The tag end of 2003, we started noticing noise in the drive line of our 1986 Aspencade.

It turned out that the inboard bearing had spun in the rear wheel, and had wallowed out the
aluminum hub. This is not a good thing to have happen, as the wheel is not generally considered repairable and the replacement parts from "Big Red" are quite expensive.

The Cure

Having heard through several grapevines that the final drive from a 1500 would fit the 1200, and that the rear wheel from the 1500 should fit, I decided to try this solution.

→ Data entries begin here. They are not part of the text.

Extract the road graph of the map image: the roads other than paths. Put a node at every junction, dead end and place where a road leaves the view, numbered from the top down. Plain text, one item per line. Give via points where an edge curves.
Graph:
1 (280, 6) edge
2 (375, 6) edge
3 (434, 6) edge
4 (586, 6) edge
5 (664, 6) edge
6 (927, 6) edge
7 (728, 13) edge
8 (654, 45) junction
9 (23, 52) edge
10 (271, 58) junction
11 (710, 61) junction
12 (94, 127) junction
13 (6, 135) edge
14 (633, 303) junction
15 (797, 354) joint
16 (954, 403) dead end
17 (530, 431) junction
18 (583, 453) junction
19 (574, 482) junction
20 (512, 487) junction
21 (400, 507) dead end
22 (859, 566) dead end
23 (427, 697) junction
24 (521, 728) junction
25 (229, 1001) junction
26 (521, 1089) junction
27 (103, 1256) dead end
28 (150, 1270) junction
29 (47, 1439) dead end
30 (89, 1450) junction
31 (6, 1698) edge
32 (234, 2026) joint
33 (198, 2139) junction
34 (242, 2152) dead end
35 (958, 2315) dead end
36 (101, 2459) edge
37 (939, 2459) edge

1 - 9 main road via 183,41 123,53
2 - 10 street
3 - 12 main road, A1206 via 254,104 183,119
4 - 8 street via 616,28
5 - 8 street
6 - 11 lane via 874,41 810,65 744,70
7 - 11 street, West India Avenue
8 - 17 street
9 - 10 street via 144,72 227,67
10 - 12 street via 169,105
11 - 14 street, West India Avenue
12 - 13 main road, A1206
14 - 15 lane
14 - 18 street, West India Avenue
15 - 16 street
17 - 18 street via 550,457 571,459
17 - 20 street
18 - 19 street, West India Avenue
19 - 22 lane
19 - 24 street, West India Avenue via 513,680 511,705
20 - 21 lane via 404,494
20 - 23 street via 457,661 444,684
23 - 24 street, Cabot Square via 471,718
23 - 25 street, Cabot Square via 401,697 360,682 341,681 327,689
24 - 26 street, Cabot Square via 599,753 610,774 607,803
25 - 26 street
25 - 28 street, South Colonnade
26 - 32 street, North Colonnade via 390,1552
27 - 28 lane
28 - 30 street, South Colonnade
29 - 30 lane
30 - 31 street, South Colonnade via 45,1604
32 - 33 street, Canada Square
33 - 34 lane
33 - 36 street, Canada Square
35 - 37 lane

Three minor modifications were necessary, the four holes in the rear end of the 1200 driveshaft housing need to be drilled to match the larger size studs found on the 1500 drive.
Also you have to mill or grind the strut for the 1500 brake caliper mount to allow it to fit in the 1200. Third modification is to grind the end of the left lower shock absorber stud to allow the insertion of the stud and prevent contacting/damaging the rear rotor.

The single spacer from the 1500 is used in place of the dual spacers from the 1200.

The rear tire is actually better centered than with the original 1200 setup.

With the expertise of fellow "Winger" Bob Hitch, and some help from me, and the changeover was completed.

Problems

Problem #1: As the Avon of choice (160/80 B16) is 0.3 inches wider at the shoulder and 0.4 inches greater radius than the OEM Dunlop when properly inflated, there arises a possible conflict of interest with the rear fender,

The primary point of contact is at the top of the fender on the left side.

When riding solo, you will probably get away with no to low pressure in the rear shocks.

When riding two up, depending on the weight of both the rider and the passenger, you may need to run maximum allowable pressure in the rear shocks.

The above listed potential problem can be avoided by using Avon's 150/80 B16 77 H Venom X.
The 150/80 B16 77 H Venom X is rated at 908 lbs., and is 0.7 inches narrower than the 160/80 tire.

Problem #2: Unknown and unseen at the time of assembly by either Bob or myself, the original rear brake hose had enough slack between the front connection point and the factory supplied clamp that it had developed a bend in the direction of the tire. The 160/80-16 Avon "Venom" was wide enough to contact the brake hose, and it took about 200 miles to wear through.
Fortunately, we were not in an emergency situation when we lost the rear and one front rotor braking, and were able to proceed with caution the last few miles home.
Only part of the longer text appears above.